*** Dataset excerpts Section Begins ***
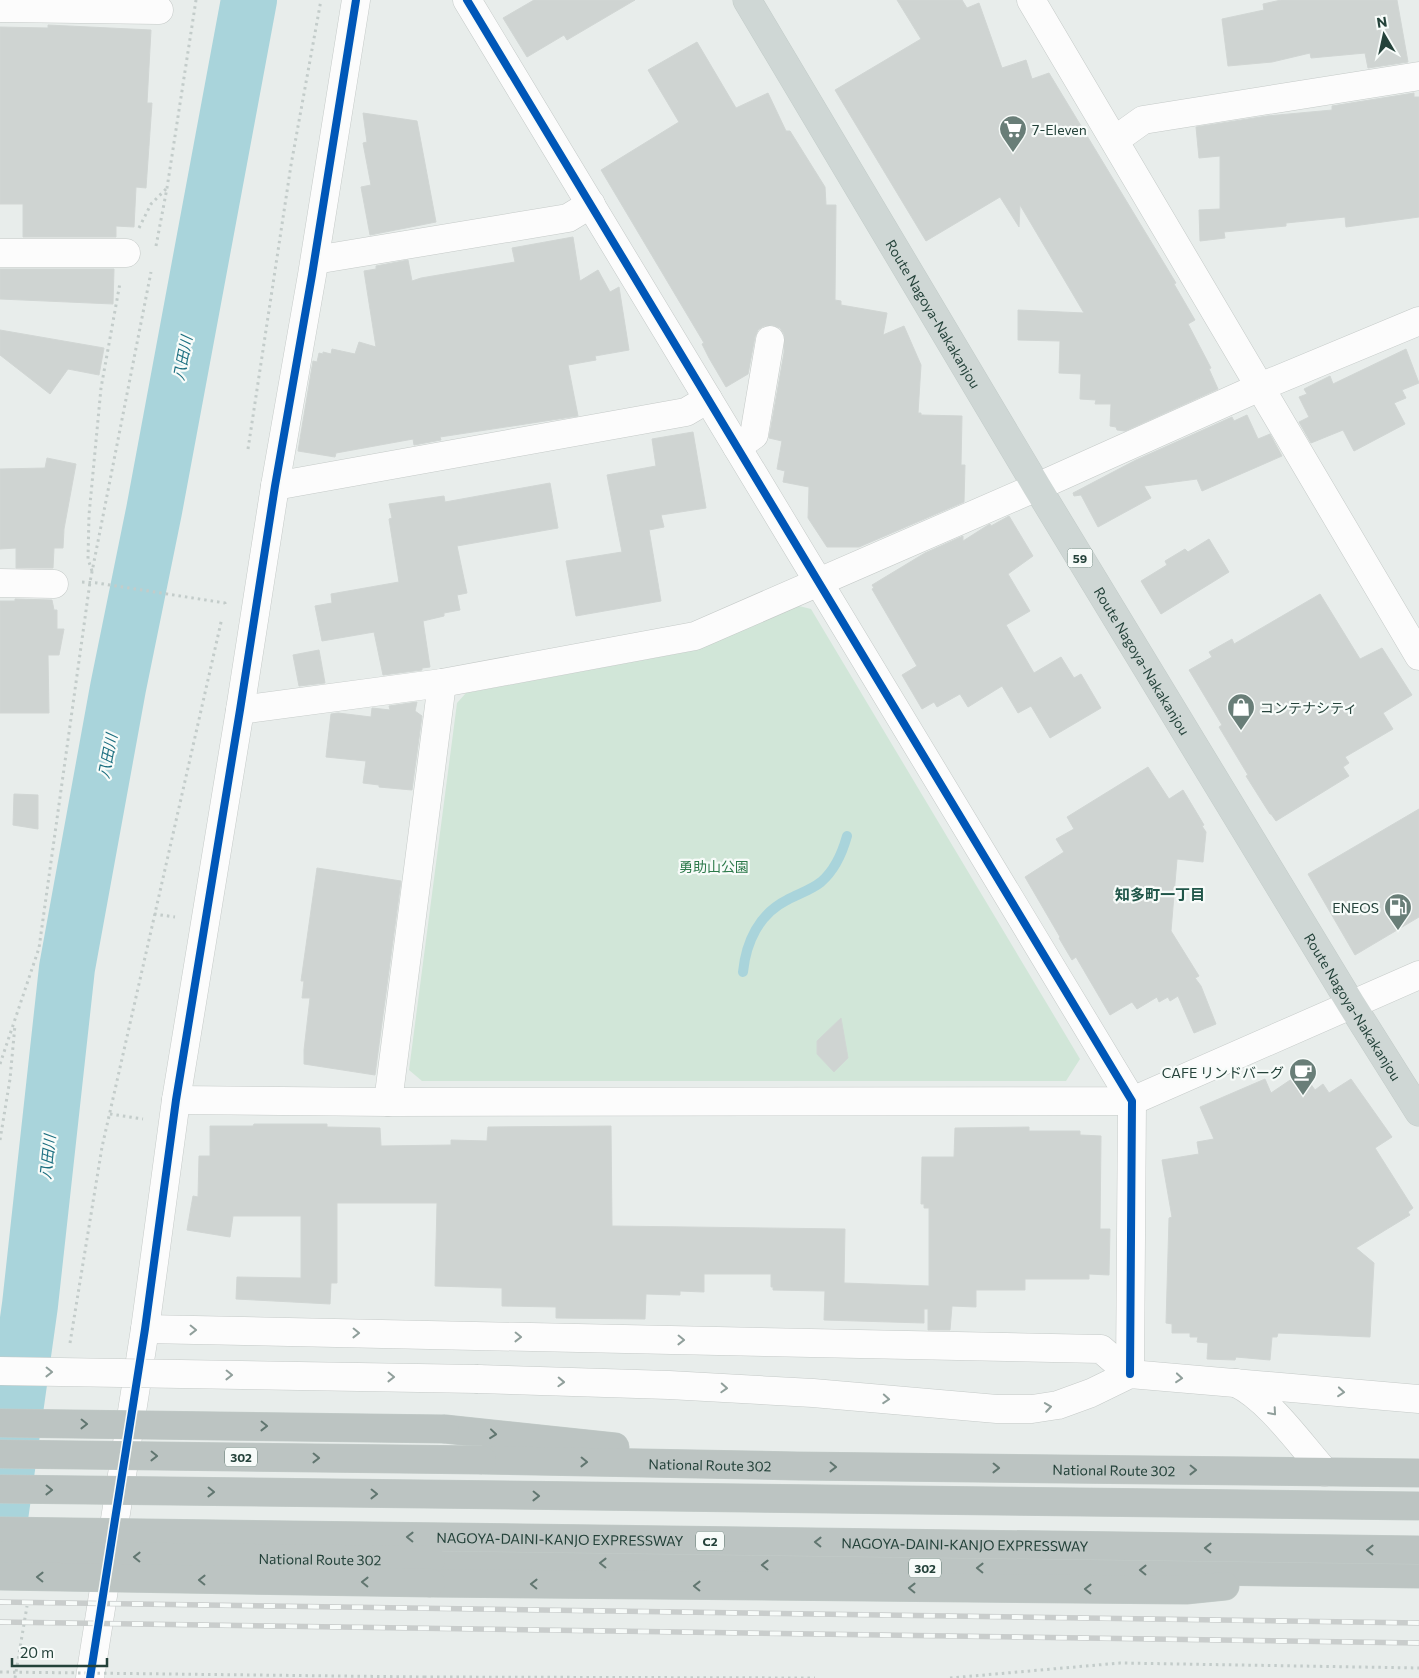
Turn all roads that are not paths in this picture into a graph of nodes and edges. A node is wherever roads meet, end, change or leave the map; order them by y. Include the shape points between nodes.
1 (356, 0) edge
2 (467, 0) edge
3 (747, 0) edge
4 (1031, 0) edge
5 (0, 8) edge
6 (159, 10) dead end
7 (1419, 76) edge
8 (1114, 140) junction
9 (591, 204) junction
10 (0, 252) edge
11 (126, 253) road end
12 (315, 260) junction
13 (1419, 321) edge
14 (770, 340) dead end
15 (1260, 387) junction
16 (708, 399) junction
17 (737, 447) junction
18 (275, 486) junction
19 (1037, 487) junction
20 (819, 583) junction
21 (0, 584) edge
22 (54, 584) dead end
23 (1419, 656) edge
24 (442, 683) junction
25 (240, 710) junction
26 (1419, 975) edge
27 (1351, 1004) junction
28 (176, 1100) junction
29 (1132, 1101) junction
30 (388, 1102) junction
31 (1419, 1112) edge
32 (145, 1329) junction
33 (0, 1371) edge
34 (1130, 1374) junction
35 (1235, 1383) junction
36 (1419, 1399) edge
37 (0, 1423) edge
38 (0, 1454) edge
39 (797, 1466) junction
40 (1325, 1472) junction
41 (1419, 1473) edge
42 (0, 1489) edge
43 (1419, 1506) edge
44 (0, 1531) edge
45 (1419, 1550) edge
46 (0, 1555) edge
47 (431, 1572) junction
48 (1419, 1574) edge
49 (0, 1576) edge
50 (90, 1678) edge

1 - 12 street
2 - 9 street
3 - 19 main road, Route Nagoya-Nakakanjou / 59
4 - 8 street
5 - 6 street
7 - 8 street via 1143,120
8 - 15 street
9 - 12 street via 568,218
9 - 16 street
10 - 11 street
12 - 18 street
13 - 15 street
14 - 17 street via 754,434
15 - 19 street
15 - 23 street
16 - 17 street
16 - 18 street via 686,412
17 - 20 street
18 - 25 street
19 - 20 street
19 - 27 main road, Route Nagoya-Nakakanjou / 59
20 - 24 street via 695,636
20 - 29 street
21 - 22 street
24 - 25 street
24 - 30 street
25 - 28 street
26 - 27 street
27 - 29 street
27 - 31 main road, Route Nagoya-Nakakanjou / 59
28 - 30 street
28 - 32 street
29 - 30 street
29 - 34 street
32 -> 34 street via 1101,1349
32 - 50 street
33 -> 34 street, bridge via 478,1379 679,1386 813,1393 996,1409 1058,1405
34 -> 35 street
35 -> 36 street
35 -> 40 street via 1264,1402
37 -> 39 highway, bridge via 444,1429
38 -> 39 highway, National Route 302 / 302, bridge
39 -> 40 highway, National Route 302 / 302
40 - 41 highway, National Route 302 / 302
42 -> 43 highway, bridge
45 -> 44 highway, NAGOYA-DAINI-KANJO EXPRESSWAY / C2, bridge
47 -> 46 highway, National Route 302, bridge
48 -> 47 highway via 1346,1573 1186,1590
47 -> 49 highway, bridge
*** Dataset excerpts Section Ends ***
Pictures in the records must not appear in the copy; transcribe everything else precisely.

Turn all roads that are not paths in this picture into a graph of nodes and edges. A node is wherever roads meet, end, change or leave the map; order them by y. Include the shape points between nodes.
1 (356, 0) edge
2 (467, 0) edge
3 (747, 0) edge
4 (1031, 0) edge
5 (0, 8) edge
6 (159, 10) dead end
7 (1419, 76) edge
8 (1114, 140) junction
9 (591, 204) junction
10 (0, 252) edge
11 (126, 253) road end
12 (315, 260) junction
13 (1419, 321) edge
14 (770, 340) dead end
15 (1260, 387) junction
16 (708, 399) junction
17 (737, 447) junction
18 (275, 486) junction
19 (1037, 487) junction
20 (819, 583) junction
21 (0, 584) edge
22 (54, 584) dead end
23 (1419, 656) edge
24 (442, 683) junction
25 (240, 710) junction
26 (1419, 975) edge
27 (1351, 1004) junction
28 (176, 1100) junction
29 (1132, 1101) junction
30 (388, 1102) junction
31 (1419, 1112) edge
32 (145, 1329) junction
33 (0, 1371) edge
34 (1130, 1374) junction
35 (1235, 1383) junction
36 (1419, 1399) edge
37 (0, 1423) edge
38 (0, 1454) edge
39 (797, 1466) junction
40 (1325, 1472) junction
41 (1419, 1473) edge
42 (0, 1489) edge
43 (1419, 1506) edge
44 (0, 1531) edge
45 (1419, 1550) edge
46 (0, 1555) edge
47 (431, 1572) junction
48 (1419, 1574) edge
49 (0, 1576) edge
50 (90, 1678) edge

1 - 12 street
2 - 9 street
3 - 19 main road, Route Nagoya-Nakakanjou / 59
4 - 8 street
5 - 6 street
7 - 8 street via 1143,120
8 - 15 street
9 - 12 street via 568,218
9 - 16 street
10 - 11 street
12 - 18 street
13 - 15 street
14 - 17 street via 754,434
15 - 19 street
15 - 23 street
16 - 17 street
16 - 18 street via 686,412
17 - 20 street
18 - 25 street
19 - 20 street
19 - 27 main road, Route Nagoya-Nakakanjou / 59
20 - 24 street via 695,636
20 - 29 street
21 - 22 street
24 - 25 street
24 - 30 street
25 - 28 street
26 - 27 street
27 - 29 street
27 - 31 main road, Route Nagoya-Nakakanjou / 59
28 - 30 street
28 - 32 street
29 - 30 street
29 - 34 street
32 -> 34 street via 1101,1349
32 - 50 street
33 -> 34 street, bridge via 478,1379 679,1386 813,1393 996,1409 1058,1405
34 -> 35 street
35 -> 36 street
35 -> 40 street via 1264,1402
37 -> 39 highway, bridge via 444,1429
38 -> 39 highway, National Route 302 / 302, bridge
39 -> 40 highway, National Route 302 / 302
40 - 41 highway, National Route 302 / 302
42 -> 43 highway, bridge
45 -> 44 highway, NAGOYA-DAINI-KANJO EXPRESSWAY / C2, bridge
47 -> 46 highway, National Route 302, bridge
48 -> 47 highway via 1346,1573 1186,1590
47 -> 49 highway, bridge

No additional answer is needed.